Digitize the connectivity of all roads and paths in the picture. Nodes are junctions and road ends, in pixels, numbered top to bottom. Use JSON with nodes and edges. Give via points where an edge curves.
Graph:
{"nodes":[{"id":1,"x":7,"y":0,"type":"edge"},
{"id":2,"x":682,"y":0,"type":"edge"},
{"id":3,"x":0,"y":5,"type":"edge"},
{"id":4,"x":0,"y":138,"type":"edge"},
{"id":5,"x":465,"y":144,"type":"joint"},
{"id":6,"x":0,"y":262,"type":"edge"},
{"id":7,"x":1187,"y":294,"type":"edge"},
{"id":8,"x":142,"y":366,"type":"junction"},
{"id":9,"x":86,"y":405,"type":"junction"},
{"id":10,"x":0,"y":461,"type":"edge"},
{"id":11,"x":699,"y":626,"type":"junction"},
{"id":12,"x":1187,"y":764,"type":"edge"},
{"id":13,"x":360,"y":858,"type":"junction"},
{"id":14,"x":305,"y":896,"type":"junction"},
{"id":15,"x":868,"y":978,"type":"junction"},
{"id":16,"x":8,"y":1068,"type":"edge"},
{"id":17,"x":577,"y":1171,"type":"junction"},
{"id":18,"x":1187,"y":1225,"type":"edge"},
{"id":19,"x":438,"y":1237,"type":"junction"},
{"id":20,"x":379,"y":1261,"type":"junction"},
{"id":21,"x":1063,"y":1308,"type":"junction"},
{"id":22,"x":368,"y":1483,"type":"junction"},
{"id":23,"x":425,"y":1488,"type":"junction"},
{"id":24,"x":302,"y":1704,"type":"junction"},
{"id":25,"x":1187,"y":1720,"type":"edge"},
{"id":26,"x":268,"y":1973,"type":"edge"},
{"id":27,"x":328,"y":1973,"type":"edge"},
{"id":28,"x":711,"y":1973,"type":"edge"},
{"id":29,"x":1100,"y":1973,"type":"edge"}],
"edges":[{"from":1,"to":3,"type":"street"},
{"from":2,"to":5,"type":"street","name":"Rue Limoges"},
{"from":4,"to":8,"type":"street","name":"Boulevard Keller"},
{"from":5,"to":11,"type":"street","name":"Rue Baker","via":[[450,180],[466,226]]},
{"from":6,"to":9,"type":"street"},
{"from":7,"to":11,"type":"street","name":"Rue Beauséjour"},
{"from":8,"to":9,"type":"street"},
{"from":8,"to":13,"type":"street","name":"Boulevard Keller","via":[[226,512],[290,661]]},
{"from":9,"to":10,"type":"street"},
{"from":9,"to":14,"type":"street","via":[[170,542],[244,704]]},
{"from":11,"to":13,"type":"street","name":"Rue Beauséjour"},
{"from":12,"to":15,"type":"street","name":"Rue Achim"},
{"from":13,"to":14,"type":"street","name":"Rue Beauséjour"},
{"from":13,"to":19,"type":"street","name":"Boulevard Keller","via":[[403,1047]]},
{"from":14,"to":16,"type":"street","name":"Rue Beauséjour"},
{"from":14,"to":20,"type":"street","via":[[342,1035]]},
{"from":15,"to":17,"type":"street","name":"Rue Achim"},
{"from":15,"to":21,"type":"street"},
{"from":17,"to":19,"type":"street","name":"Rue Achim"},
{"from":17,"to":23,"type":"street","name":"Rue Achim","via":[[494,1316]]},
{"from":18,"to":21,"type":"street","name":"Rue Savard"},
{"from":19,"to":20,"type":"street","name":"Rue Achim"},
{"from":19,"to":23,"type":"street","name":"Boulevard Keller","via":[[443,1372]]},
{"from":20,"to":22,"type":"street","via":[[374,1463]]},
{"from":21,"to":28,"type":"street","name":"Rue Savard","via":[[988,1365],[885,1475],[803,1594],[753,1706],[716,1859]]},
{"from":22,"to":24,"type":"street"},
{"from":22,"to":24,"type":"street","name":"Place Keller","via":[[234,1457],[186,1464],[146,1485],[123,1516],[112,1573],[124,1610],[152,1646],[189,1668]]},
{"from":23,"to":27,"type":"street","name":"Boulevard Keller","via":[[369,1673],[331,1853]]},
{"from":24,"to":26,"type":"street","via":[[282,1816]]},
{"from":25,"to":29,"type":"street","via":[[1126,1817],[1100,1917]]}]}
◆ ◆ ◆ ◆ ◆ ◆ ◆
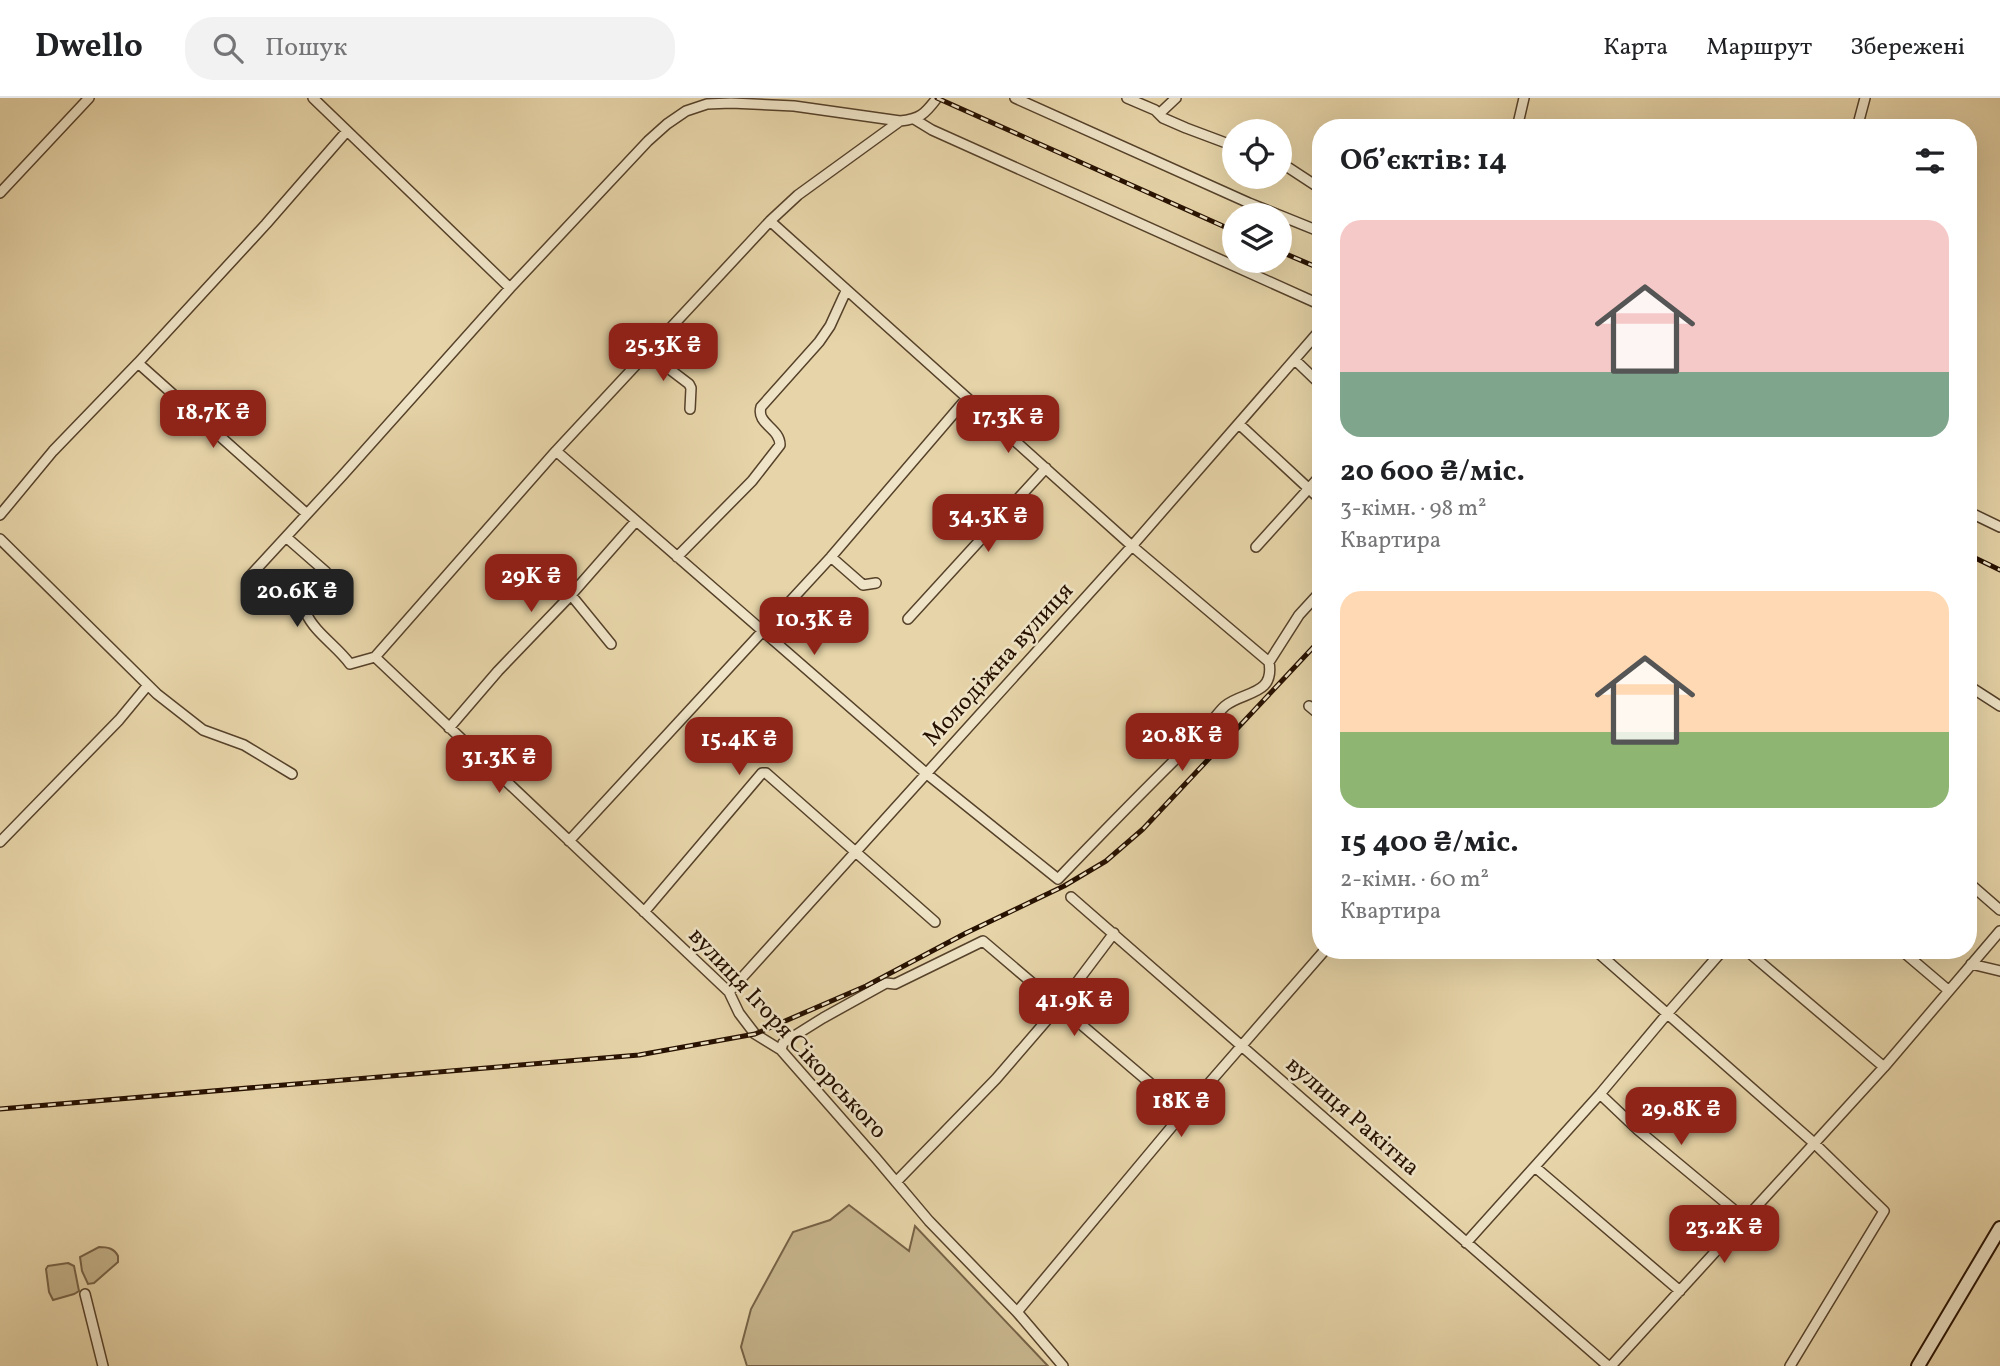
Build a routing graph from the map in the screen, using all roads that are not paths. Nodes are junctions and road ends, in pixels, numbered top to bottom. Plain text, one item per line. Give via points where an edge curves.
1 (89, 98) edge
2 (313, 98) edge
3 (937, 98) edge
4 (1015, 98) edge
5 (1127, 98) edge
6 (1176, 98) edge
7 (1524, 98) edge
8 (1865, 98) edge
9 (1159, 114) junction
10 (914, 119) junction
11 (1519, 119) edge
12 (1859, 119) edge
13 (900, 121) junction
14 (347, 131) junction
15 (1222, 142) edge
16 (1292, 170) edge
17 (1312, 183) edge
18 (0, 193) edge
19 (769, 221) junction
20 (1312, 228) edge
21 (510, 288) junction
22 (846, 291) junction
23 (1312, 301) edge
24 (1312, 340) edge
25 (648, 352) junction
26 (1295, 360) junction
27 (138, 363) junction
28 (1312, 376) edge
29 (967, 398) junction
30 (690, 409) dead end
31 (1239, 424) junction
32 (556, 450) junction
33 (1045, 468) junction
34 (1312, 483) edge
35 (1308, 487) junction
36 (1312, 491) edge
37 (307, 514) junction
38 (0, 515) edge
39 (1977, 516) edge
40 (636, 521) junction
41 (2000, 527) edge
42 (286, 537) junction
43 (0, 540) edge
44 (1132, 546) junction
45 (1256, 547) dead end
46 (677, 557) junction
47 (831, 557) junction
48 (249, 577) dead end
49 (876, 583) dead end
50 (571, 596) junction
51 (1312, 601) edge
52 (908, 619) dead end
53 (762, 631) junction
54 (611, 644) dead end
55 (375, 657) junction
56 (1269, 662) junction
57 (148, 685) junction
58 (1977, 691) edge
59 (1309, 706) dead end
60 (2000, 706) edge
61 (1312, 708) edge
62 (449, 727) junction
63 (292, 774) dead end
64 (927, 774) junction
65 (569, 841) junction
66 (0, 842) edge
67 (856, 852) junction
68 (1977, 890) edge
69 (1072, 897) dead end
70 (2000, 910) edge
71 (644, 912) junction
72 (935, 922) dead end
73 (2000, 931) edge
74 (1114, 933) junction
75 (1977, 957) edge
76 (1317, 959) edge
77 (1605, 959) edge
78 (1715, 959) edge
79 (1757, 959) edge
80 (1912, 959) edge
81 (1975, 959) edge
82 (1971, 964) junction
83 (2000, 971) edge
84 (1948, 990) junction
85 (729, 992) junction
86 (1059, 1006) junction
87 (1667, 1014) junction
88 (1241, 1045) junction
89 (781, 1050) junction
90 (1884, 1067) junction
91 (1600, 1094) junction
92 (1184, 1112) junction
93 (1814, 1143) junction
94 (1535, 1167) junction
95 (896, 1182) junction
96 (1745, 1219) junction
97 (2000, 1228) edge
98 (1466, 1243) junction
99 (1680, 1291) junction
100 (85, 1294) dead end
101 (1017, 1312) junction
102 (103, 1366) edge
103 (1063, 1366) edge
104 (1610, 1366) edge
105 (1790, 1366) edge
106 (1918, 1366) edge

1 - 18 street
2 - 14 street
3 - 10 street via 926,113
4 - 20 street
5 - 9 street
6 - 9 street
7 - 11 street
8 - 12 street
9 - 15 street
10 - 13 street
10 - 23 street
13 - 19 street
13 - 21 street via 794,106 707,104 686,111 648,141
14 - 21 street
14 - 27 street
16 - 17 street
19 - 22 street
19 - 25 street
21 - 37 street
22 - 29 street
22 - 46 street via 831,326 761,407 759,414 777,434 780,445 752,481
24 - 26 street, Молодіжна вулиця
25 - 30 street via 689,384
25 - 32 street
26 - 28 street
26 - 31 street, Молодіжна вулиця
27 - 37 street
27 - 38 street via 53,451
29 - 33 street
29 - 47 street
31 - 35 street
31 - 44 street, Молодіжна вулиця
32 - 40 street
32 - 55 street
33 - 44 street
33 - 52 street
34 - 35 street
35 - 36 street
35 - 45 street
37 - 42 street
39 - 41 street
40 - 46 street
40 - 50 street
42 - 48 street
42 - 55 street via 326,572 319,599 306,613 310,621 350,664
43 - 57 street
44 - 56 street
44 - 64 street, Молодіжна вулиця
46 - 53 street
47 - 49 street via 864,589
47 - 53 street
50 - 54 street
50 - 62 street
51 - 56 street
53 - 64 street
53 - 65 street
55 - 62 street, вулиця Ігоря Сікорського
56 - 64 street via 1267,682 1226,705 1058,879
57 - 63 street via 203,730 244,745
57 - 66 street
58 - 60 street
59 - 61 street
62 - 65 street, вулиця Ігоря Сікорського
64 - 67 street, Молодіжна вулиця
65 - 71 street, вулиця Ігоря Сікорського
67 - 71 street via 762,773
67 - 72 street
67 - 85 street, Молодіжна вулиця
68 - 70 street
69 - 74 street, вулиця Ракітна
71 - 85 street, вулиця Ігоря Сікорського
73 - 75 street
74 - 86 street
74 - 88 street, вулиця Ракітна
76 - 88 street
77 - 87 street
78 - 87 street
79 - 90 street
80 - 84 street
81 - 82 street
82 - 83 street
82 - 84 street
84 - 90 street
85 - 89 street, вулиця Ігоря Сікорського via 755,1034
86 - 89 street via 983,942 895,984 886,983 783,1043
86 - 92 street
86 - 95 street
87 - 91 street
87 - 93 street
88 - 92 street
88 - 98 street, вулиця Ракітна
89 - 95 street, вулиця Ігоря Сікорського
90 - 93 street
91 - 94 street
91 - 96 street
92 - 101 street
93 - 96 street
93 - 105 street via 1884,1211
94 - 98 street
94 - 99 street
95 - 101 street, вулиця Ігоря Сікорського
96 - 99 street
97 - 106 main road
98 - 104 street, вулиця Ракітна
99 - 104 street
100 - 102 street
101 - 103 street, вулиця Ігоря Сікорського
◆ ◆ ◆ ◆ ◆ ◆ ◆
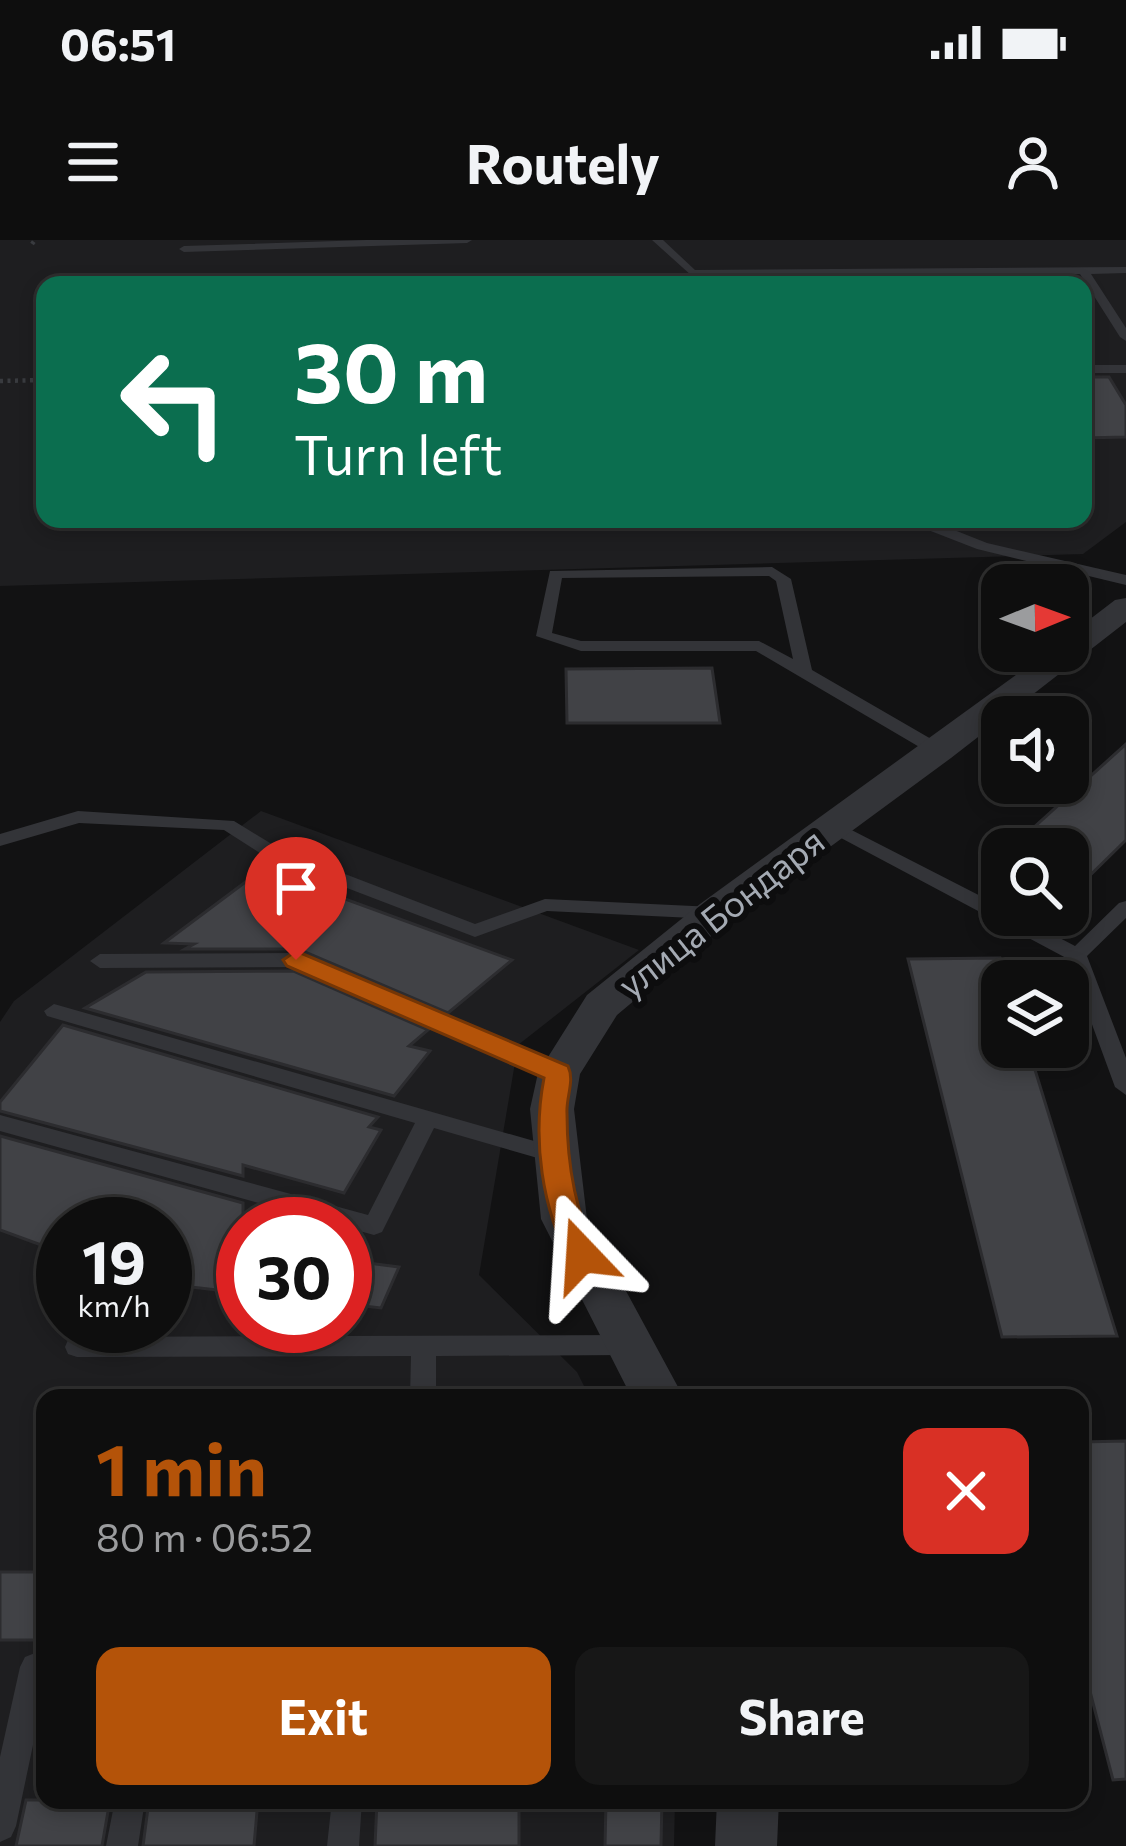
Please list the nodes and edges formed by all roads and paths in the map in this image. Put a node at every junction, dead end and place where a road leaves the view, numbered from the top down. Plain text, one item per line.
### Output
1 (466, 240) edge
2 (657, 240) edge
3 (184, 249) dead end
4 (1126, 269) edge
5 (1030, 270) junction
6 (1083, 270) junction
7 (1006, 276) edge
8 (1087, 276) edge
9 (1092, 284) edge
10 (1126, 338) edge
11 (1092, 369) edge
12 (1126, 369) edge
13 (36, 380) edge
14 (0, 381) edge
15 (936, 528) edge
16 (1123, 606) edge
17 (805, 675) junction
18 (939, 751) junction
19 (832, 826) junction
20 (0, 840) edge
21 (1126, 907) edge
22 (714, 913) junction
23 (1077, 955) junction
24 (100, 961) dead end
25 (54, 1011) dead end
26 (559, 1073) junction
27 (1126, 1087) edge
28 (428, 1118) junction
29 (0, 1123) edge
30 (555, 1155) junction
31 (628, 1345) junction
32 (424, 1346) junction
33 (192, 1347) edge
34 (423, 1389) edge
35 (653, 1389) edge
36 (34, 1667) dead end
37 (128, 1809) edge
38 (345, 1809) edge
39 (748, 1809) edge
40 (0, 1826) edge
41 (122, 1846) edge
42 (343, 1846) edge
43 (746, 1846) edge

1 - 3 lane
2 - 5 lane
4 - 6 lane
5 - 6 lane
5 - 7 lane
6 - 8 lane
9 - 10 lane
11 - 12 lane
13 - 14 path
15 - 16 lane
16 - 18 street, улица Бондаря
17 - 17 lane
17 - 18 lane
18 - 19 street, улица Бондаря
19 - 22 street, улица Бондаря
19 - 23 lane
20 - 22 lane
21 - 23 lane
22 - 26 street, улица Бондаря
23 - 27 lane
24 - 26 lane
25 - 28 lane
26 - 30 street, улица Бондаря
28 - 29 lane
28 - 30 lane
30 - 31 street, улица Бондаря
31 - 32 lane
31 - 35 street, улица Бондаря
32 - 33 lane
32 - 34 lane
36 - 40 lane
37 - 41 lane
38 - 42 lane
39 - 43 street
◆ ◆ ◆ ◆ ◆ ◆ ◆
> _Task instructions_:
In how many lines of the material above does the word "Plain" appear? Reply with the number only.

> _Answer box_:
2